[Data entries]
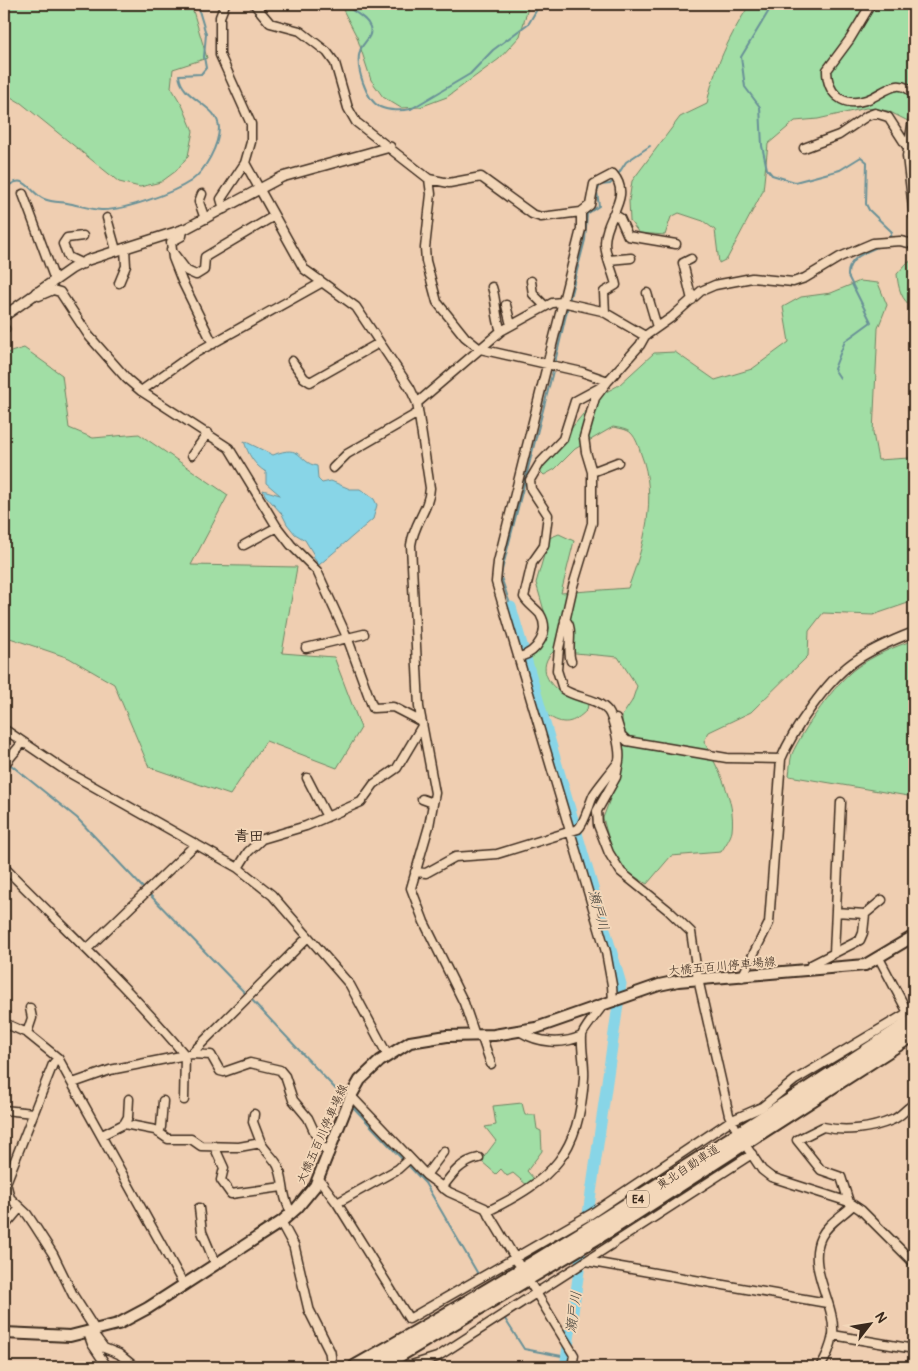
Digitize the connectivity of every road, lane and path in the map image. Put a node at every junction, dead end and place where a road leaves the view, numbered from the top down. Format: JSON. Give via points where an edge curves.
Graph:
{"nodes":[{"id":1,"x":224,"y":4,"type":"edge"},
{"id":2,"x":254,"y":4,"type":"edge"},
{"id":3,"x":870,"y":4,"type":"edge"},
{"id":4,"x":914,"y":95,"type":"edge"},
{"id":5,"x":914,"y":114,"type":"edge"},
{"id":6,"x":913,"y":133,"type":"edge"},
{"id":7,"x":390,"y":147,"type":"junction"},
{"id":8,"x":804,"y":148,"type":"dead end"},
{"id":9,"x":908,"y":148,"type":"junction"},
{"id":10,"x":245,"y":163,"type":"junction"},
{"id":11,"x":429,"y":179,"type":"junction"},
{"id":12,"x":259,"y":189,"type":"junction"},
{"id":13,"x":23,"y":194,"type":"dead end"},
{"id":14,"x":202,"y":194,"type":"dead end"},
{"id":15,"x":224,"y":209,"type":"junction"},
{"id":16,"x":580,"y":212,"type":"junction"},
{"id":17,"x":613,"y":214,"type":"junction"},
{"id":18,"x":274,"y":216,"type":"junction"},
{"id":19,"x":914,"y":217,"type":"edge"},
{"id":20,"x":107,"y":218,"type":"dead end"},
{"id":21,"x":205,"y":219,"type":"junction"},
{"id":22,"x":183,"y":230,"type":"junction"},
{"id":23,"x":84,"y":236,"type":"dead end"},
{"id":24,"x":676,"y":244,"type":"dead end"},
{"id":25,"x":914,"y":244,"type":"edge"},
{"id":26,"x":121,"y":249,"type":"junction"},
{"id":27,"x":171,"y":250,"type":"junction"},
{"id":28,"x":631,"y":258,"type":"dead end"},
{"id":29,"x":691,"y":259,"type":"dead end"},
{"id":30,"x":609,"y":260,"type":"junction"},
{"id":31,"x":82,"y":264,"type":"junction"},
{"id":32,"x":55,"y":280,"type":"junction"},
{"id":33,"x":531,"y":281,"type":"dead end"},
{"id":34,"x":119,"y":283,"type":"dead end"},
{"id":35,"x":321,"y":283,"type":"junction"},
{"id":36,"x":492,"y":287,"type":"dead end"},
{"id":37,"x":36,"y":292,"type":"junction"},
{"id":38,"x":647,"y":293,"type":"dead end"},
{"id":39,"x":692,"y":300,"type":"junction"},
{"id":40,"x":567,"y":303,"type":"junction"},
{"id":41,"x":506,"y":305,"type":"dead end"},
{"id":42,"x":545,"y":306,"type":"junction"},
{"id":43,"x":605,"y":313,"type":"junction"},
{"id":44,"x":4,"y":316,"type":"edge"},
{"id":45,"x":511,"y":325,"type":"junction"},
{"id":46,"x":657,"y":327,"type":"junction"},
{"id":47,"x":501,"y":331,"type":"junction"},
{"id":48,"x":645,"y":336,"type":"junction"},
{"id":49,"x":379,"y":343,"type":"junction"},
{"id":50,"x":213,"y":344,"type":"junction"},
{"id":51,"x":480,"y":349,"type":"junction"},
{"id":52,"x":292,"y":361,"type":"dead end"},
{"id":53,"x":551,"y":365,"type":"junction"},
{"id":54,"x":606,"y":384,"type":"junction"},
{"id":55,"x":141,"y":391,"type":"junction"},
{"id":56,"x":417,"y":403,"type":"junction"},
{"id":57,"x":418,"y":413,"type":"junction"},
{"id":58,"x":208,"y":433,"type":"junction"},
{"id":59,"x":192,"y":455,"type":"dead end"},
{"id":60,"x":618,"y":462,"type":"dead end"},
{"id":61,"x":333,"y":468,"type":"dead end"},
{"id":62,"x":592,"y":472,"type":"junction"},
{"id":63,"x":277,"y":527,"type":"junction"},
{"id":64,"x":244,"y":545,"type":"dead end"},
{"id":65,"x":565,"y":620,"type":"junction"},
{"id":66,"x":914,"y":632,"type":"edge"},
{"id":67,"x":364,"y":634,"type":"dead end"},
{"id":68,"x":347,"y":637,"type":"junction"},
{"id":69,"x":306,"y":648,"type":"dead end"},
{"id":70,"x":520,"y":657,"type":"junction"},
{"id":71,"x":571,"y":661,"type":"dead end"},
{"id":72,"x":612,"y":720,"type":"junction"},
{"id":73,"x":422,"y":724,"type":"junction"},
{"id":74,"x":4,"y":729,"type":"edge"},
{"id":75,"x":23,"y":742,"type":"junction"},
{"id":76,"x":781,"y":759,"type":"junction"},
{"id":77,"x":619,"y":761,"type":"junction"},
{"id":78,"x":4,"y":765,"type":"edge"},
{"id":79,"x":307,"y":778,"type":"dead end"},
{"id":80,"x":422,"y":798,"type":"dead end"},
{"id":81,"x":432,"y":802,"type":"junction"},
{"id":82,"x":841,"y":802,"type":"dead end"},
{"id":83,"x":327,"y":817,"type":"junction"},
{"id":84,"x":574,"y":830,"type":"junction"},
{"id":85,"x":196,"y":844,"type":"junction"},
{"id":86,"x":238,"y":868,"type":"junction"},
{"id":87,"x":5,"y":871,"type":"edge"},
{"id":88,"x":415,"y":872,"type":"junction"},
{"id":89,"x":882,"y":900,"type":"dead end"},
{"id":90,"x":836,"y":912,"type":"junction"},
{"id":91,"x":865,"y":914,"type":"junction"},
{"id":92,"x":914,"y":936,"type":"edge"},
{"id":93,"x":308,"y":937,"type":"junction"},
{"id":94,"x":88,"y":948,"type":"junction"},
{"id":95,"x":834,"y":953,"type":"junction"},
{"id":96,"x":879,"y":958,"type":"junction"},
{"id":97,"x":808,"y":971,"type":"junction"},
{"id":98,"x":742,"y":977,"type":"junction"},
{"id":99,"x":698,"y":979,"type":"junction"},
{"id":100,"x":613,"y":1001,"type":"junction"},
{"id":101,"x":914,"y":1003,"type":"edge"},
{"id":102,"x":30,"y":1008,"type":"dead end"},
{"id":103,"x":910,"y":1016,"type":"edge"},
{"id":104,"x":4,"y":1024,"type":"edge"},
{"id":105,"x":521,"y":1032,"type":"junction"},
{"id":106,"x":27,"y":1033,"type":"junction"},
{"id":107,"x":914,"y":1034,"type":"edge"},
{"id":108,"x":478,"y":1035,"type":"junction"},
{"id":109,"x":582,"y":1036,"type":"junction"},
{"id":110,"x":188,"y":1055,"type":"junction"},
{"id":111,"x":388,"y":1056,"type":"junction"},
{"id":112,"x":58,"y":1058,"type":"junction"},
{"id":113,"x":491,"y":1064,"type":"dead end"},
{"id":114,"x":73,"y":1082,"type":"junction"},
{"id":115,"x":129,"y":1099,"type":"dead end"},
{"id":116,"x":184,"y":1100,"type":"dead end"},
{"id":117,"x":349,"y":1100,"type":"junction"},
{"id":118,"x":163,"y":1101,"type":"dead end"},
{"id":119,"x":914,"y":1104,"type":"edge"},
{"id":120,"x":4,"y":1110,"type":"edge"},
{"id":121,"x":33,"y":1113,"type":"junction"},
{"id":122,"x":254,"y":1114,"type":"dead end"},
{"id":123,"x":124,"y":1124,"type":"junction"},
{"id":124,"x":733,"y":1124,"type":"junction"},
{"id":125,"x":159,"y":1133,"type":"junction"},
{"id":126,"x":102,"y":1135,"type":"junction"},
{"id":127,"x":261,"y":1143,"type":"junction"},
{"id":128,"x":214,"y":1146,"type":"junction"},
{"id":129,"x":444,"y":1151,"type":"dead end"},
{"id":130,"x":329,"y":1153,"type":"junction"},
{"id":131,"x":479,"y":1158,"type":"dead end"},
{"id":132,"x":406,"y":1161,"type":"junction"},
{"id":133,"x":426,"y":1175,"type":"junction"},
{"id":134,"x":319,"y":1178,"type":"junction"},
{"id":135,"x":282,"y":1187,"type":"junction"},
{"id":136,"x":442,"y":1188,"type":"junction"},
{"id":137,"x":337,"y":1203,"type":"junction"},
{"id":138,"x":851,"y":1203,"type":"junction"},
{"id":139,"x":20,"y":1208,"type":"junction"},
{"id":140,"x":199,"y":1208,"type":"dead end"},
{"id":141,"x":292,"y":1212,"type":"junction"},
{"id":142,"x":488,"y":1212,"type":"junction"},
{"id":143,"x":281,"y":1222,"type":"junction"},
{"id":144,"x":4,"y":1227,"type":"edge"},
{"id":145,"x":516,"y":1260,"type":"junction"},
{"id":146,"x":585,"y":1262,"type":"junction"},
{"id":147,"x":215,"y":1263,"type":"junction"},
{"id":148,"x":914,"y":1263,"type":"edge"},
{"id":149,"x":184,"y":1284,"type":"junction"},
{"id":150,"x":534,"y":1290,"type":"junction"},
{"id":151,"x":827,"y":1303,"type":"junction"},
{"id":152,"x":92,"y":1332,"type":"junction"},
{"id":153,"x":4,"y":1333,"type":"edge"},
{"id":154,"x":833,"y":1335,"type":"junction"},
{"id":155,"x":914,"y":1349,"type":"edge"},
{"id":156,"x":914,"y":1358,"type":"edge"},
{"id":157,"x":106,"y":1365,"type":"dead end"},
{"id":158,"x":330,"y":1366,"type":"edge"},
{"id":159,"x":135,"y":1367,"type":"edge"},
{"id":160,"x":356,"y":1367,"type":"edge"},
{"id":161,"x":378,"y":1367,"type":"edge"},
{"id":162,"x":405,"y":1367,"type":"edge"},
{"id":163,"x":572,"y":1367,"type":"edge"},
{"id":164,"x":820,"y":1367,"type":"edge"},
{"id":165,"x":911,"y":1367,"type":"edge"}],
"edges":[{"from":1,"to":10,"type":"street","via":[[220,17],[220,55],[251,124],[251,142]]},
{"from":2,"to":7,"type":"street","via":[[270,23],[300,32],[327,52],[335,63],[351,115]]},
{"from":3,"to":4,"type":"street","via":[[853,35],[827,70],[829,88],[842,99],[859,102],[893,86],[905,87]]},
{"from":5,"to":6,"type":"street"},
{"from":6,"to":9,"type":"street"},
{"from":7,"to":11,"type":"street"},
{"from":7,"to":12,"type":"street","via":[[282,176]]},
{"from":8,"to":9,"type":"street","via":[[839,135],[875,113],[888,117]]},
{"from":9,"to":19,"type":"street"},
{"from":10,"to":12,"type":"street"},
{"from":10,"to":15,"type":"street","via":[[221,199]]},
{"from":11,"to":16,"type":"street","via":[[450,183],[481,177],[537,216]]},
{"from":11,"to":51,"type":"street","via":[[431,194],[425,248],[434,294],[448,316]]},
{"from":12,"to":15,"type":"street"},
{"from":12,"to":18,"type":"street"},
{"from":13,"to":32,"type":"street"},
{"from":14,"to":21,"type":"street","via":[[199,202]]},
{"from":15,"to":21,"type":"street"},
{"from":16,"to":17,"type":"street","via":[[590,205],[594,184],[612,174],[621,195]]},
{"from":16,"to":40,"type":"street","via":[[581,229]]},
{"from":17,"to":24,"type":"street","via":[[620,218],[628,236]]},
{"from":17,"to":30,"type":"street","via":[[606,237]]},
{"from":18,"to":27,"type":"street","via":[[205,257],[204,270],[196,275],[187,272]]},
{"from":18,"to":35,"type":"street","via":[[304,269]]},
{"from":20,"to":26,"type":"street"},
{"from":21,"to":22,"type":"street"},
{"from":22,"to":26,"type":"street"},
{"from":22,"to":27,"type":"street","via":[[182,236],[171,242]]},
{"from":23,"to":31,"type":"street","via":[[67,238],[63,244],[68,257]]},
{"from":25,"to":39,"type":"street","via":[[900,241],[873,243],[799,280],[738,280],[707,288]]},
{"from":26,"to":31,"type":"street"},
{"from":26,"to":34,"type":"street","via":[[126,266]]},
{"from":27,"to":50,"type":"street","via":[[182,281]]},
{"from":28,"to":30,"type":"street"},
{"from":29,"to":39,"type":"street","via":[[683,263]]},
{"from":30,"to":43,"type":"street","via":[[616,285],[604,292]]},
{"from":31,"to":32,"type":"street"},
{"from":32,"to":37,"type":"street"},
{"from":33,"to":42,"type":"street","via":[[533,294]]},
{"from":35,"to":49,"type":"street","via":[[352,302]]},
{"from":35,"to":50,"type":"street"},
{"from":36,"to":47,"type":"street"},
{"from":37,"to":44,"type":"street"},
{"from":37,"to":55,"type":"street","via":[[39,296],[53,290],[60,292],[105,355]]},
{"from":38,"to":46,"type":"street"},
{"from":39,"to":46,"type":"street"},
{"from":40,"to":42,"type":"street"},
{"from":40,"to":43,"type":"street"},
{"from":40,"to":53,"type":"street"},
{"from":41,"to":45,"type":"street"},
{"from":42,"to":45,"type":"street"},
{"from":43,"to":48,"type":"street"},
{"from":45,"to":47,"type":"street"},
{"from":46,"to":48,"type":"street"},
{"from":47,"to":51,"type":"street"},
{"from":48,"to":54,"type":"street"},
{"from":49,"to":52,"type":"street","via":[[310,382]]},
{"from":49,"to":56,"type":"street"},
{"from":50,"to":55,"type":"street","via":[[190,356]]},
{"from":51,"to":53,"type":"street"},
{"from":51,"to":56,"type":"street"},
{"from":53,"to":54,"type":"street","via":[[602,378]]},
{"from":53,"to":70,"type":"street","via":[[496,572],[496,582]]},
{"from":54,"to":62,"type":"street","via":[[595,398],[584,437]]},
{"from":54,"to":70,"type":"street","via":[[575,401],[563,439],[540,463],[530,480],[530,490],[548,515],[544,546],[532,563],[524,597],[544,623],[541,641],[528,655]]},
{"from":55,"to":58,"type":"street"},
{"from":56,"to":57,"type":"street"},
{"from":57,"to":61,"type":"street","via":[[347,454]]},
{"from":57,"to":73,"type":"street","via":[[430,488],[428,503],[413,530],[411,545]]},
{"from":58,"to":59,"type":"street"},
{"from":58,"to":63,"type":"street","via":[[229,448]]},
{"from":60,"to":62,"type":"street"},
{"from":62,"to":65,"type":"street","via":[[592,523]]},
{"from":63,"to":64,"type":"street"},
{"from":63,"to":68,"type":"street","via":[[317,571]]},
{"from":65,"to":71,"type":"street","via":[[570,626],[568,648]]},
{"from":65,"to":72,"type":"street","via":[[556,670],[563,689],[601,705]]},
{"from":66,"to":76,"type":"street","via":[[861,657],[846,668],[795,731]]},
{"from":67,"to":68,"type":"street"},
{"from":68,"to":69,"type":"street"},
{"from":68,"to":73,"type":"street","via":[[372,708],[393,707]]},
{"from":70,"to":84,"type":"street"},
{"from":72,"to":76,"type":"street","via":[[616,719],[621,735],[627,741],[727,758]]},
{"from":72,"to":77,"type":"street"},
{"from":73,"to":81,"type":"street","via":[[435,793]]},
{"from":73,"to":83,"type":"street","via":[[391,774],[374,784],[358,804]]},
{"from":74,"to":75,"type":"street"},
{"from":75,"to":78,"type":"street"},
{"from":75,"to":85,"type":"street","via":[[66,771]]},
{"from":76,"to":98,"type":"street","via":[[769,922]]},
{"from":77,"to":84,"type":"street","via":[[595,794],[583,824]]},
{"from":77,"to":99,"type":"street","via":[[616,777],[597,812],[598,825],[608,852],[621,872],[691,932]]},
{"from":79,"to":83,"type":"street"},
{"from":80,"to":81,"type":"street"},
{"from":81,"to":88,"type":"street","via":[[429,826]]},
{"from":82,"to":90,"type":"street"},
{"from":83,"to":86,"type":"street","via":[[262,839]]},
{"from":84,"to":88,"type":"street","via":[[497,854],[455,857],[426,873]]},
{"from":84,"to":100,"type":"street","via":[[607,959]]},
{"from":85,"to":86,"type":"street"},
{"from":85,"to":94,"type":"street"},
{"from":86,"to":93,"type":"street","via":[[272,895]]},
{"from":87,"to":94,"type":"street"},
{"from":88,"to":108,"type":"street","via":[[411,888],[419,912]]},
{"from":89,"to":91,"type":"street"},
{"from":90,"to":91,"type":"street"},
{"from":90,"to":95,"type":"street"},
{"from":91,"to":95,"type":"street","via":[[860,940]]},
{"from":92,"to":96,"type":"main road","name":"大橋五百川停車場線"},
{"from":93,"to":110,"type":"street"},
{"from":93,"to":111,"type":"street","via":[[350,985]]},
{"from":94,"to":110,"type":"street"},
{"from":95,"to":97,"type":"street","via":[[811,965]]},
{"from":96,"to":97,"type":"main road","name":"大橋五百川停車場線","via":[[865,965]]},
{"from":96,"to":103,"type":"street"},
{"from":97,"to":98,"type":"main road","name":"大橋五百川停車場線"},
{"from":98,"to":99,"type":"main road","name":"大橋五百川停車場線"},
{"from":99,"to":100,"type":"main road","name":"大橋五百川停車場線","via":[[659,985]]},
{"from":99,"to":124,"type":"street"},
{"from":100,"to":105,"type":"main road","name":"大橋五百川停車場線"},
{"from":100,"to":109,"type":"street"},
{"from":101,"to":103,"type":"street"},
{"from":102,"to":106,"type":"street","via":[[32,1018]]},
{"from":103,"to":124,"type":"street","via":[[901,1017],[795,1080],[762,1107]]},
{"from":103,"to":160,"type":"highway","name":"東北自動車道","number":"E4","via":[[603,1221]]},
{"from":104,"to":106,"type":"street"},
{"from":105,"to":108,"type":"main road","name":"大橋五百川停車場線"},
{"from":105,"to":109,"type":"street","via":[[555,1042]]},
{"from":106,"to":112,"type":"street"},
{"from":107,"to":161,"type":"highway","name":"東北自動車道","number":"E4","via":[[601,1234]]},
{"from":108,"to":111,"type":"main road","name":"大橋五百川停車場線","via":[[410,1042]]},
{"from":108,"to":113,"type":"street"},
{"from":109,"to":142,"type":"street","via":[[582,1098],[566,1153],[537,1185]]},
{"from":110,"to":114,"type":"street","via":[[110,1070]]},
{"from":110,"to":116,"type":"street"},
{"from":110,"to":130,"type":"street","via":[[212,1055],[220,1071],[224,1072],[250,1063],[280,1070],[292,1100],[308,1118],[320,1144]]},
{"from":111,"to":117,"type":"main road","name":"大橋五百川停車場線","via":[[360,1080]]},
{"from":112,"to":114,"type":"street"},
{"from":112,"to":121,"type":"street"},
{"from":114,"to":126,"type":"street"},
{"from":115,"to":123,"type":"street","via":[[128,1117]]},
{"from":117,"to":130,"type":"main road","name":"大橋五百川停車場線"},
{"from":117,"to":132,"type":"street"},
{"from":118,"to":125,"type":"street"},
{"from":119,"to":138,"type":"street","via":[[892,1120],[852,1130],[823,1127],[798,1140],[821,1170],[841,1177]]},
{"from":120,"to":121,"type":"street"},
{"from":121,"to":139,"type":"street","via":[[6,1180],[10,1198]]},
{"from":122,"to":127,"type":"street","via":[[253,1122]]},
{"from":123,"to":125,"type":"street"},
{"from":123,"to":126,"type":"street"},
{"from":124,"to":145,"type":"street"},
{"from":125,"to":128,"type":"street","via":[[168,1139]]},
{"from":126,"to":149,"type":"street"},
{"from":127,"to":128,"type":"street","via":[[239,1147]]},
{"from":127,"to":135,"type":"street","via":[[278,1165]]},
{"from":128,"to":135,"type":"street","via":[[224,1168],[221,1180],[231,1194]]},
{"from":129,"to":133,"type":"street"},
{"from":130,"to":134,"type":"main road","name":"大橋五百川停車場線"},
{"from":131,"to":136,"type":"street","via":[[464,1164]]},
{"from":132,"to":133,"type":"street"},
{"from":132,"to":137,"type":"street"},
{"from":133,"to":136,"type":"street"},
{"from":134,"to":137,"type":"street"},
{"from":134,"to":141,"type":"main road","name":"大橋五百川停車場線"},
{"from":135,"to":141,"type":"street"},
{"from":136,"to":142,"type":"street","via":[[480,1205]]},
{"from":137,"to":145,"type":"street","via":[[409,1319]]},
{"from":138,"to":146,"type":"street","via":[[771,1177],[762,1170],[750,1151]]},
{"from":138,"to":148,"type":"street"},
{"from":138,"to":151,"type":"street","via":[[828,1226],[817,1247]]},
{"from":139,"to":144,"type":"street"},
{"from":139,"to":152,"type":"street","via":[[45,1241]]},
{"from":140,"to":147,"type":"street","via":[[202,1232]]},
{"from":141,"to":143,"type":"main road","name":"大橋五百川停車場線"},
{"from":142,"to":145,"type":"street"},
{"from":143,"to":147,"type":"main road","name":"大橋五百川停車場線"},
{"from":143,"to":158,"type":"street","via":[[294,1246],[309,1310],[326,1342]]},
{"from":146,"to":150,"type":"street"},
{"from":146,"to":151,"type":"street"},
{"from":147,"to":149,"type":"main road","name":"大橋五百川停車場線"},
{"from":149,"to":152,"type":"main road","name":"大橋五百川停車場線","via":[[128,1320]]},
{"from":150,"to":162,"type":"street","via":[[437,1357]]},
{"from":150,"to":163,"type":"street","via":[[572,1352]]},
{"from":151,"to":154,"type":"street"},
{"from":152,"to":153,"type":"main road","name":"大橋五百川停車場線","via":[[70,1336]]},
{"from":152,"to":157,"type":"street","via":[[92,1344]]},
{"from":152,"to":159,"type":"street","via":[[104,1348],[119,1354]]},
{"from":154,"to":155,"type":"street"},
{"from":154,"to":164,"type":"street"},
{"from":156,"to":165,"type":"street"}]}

---

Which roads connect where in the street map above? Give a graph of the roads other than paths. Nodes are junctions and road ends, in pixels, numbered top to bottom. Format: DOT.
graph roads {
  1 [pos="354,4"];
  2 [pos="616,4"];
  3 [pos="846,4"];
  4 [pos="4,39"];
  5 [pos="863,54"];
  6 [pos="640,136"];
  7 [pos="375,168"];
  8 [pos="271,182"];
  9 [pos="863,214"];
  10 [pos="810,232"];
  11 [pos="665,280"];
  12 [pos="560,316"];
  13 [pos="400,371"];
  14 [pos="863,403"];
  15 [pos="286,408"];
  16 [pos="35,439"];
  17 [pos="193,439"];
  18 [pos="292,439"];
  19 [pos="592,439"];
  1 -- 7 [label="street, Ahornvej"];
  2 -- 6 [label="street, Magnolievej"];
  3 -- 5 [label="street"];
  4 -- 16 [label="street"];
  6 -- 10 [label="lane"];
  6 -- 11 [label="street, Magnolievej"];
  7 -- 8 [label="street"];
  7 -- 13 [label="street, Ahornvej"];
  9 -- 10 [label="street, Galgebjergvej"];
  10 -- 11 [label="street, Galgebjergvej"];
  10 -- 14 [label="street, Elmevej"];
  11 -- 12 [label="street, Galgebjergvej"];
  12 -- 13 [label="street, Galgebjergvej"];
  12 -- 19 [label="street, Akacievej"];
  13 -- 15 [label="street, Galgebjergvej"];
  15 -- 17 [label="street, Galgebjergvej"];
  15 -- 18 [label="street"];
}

**EXERCISE INSTRUCTIONS**
Where a line in the entries holds "roads", copy that line.

**RESULT FOR THIS TASK**
Which roads connect where in the street map above? Give a graph of the roads other than paths. Nodes are junctions and road ends, in pixels, numbered top to bottom. Format: DOT.
graph roads {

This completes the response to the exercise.